Consumers drive retail and have choices to make

When t comes to recycling, it would appear that Saugeen Shores is ahead of the curve in the region.

Councilor John Rich brought forward a visual lesson in recycling at Monday night’s Council meeting.  According to Rich, the cost of recycling is $28 per year per household and Bruce Area Solid Waste Recylcing (BASWR) currently has $2M in reserves for recycling expansion.  “Currently the recycling program is successful in Saugeen Shores and it makes a profit each year.”  He pointed out that larger municipalities can pay upwards of $400 per year per household.

“We are fortunate here in Saugeen Shores in that we have ‘curb-side’ sorting,” said Rich.  “The problem today is commodity destinations.  As everyone knows, China is no longer accepting as many items that are considered recyclable.  The amount of recycled items is consumer driven.”

Alberta has, in fact, suspended its recycling program as there are no longer destinations taking the items.




BASWR was started as an initiative of Saugeen Shores and all the communities in Bruce County now take part.  According to Rich, the big plus for BASWR is that “a lot of garbage is diverted from our landfill.  This year, 5,341 tons of garbage was diverted.  Because of this program, only two per cent (2%) of all the recycling ends up in the landfill.”
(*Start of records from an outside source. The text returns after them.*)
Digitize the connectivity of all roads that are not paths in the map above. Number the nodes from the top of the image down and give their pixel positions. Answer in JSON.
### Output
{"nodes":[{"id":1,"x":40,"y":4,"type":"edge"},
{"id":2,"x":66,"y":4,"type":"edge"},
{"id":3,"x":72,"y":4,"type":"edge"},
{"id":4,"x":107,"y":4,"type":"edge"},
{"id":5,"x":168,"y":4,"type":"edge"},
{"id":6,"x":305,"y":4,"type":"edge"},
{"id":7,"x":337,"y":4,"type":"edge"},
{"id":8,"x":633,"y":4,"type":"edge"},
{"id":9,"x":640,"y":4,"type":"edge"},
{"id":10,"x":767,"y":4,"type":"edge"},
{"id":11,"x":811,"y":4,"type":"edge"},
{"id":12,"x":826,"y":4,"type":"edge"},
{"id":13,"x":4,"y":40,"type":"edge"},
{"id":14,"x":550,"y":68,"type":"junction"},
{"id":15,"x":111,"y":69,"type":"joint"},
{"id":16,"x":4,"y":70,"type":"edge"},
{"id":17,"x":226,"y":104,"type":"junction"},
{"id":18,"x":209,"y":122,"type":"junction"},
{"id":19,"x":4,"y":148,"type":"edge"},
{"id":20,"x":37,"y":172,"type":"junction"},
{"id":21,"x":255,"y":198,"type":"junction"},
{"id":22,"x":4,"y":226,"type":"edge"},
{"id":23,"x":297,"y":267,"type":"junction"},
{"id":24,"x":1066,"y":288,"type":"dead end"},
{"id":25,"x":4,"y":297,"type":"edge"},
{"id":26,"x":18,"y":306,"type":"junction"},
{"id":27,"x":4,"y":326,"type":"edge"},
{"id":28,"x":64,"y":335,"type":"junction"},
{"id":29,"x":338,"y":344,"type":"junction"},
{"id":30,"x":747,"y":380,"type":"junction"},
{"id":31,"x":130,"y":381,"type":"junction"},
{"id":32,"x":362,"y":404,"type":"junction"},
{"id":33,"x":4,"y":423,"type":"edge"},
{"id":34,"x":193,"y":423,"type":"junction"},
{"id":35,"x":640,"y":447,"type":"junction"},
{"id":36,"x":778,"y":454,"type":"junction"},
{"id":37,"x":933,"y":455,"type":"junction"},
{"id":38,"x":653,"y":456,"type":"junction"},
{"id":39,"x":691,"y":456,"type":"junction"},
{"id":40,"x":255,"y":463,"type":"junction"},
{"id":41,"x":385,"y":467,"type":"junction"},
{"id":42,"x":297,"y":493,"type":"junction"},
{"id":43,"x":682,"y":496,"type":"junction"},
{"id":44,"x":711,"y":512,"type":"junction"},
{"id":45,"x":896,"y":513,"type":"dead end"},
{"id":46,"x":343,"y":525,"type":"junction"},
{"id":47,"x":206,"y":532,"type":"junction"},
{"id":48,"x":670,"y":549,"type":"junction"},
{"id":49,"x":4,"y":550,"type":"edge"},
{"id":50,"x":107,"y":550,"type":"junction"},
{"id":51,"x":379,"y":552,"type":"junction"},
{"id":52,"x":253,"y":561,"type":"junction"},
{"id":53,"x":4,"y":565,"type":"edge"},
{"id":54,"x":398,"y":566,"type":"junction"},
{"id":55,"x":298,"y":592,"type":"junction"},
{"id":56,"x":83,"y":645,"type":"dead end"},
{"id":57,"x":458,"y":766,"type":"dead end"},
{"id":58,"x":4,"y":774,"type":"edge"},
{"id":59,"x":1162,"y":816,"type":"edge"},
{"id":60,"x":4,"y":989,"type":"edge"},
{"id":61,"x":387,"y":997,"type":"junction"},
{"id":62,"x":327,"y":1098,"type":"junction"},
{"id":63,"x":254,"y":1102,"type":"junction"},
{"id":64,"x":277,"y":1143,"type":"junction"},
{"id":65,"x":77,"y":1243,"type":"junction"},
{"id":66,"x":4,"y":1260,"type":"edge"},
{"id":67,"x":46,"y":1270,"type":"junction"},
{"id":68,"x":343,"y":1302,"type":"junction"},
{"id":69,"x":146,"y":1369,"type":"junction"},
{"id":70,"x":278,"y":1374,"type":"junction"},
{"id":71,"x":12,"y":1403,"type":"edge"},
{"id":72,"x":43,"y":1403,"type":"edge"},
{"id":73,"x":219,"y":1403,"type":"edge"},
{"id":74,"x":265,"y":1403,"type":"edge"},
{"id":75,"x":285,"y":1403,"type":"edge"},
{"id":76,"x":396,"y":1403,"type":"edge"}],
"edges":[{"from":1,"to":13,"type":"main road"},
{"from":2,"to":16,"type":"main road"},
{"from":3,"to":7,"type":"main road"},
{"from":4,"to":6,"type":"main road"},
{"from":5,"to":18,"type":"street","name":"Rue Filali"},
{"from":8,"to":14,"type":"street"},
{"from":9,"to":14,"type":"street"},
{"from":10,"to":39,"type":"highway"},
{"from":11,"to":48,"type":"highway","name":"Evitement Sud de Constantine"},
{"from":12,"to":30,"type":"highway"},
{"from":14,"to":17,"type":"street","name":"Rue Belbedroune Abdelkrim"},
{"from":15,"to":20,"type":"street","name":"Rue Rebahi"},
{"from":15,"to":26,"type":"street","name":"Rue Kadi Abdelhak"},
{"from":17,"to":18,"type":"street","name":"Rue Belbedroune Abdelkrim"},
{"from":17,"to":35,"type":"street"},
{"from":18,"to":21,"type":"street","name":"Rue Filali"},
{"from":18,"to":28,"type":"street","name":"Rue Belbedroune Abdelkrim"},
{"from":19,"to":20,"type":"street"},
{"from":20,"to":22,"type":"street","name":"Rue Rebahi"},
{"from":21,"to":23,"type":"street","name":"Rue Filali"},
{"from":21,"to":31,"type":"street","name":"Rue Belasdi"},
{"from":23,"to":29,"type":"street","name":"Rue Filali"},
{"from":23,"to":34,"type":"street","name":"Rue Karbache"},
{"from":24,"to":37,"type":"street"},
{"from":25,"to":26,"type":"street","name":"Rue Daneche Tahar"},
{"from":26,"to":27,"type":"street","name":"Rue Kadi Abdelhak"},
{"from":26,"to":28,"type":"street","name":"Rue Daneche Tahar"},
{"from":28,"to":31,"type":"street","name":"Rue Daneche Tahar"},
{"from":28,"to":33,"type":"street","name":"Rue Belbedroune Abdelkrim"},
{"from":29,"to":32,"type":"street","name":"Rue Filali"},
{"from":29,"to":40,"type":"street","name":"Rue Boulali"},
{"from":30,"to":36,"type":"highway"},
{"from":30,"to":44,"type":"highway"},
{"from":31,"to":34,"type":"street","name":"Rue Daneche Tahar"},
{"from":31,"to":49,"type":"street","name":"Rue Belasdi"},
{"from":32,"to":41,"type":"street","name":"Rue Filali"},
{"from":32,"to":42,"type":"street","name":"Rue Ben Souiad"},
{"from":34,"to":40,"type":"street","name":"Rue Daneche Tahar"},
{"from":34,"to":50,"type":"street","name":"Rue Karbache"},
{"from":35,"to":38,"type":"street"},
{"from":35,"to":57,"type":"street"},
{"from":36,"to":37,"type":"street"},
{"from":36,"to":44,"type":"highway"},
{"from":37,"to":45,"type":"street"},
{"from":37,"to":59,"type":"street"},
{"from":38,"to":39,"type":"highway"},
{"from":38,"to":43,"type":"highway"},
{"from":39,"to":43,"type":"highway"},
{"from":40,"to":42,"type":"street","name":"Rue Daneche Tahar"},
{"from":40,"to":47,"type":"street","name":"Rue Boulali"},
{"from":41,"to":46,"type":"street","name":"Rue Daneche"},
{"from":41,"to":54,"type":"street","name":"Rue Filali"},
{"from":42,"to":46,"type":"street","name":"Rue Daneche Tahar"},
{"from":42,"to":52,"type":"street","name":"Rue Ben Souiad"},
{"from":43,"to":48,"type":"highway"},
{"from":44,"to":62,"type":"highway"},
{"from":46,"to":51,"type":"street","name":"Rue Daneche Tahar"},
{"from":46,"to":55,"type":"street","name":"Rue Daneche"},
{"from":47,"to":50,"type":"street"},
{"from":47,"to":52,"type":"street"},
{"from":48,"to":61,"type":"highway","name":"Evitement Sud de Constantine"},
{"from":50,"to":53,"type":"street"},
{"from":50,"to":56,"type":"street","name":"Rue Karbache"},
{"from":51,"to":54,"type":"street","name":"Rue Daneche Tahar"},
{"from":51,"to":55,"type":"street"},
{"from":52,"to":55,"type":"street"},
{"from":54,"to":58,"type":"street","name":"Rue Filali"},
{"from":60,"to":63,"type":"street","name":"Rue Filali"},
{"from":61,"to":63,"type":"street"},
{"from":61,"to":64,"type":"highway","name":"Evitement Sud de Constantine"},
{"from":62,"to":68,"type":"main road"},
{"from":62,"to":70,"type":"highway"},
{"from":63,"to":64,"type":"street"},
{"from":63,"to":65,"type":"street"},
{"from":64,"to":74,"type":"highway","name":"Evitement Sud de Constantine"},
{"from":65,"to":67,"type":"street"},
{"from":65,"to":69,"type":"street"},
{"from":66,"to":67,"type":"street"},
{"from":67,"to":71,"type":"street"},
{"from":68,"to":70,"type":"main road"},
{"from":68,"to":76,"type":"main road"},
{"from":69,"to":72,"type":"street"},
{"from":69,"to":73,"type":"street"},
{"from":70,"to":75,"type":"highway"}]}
Rich said that larger urban centres such as Toronto or Kitchener-Waterloo can have as high as 30 to 40 per cent of all the material that goes into single-source recycling bins ends up in landfills. 

In Saugeen Shores, all sorting is done at the curb.  “This is a good message for curb-side recycling but is one that will probably change in the future due to problems in finding markets.  There is presently a recycling method for plastic bags that turns them into pellets that can be used but if there comes a time when there is no market, then those plastic bags are no recyclable.”

“One thing that we can really do is to change our buying habits,” said Rich.  “For instance, we are often asked why we don’t take milk cartons or juice tetra-packs.  My response is that we are concerned about sending these to landfill.  If you don’t want to send these to landfill, then don’t buy them.  There are options.  Buy juice in a large plastic container and pour it into a glass or thermos.  The large container is recyclable.  We have to remember that as consumers we can make a big difference through our buying power.”

Councilor Cheryl Grace raised that point that metal is the most lucrative recyclable, particularly when it comes to pop and beer cans.  “There are some municipalities that are accepting no other metals other than these.”

Rich said that BASWR accepts all metal cans but the pop and beer cans are the ones that are the most lucrative.  “We also accept glass but we have to point out that glass and paper must be kept separate as it can impact equipment.   Glass is also accepted at a loss and there is no longer a market for newspaper or other paper.  People often have the perception that everything can go into the recycling blue bins but we have to be really conscious that it can’t.”


Rich went on to say that as a society, we are going to have to make big changes in the future. Councilor Dave Myette agreed saying that consumers and their choices drive retail.  Deputy Mayor Don Matheson also stressed that businesses and manufacturers are also going to have to take ownership for packaging and perhaps fees for recycling and what is happening in our landfills.  “Perhaps, one day, we will have a machine that grinds up glass and ships it to a plant for use in asphalt or perhaps have an incinerator that can take items and create energy at the same time.”  

 Rowland’s Independent      Grocer gives a choice

Some local grocers are, in fact, moving toward answering those consumers who want to have choices.


Rowland’s Independent Grocer for instance has, in fact, made the move toward giving the customer a choice between paper grocery bags and plastic.  While the paper bags are 14 cents each and the plastic are 5 cents each, the plastic bags are being phased out.




        Milk in a Bottle


At Southampton Foodland, with a deposit milk can be purchased in old-fashioned glass bottles that are then returnable for the deposit.



Mayor Luke Charbonneau said that one of the town’s major assets is the landfill site and is one that must be preserved.  “Every person in the community has to pull his or her weight to ensure that it happens by making choices in their own lives and by using our outstanding recycling program.  You can throw whatever you want into the blue box and feel good but BASWR will not take something just to make a homeowner feel good.”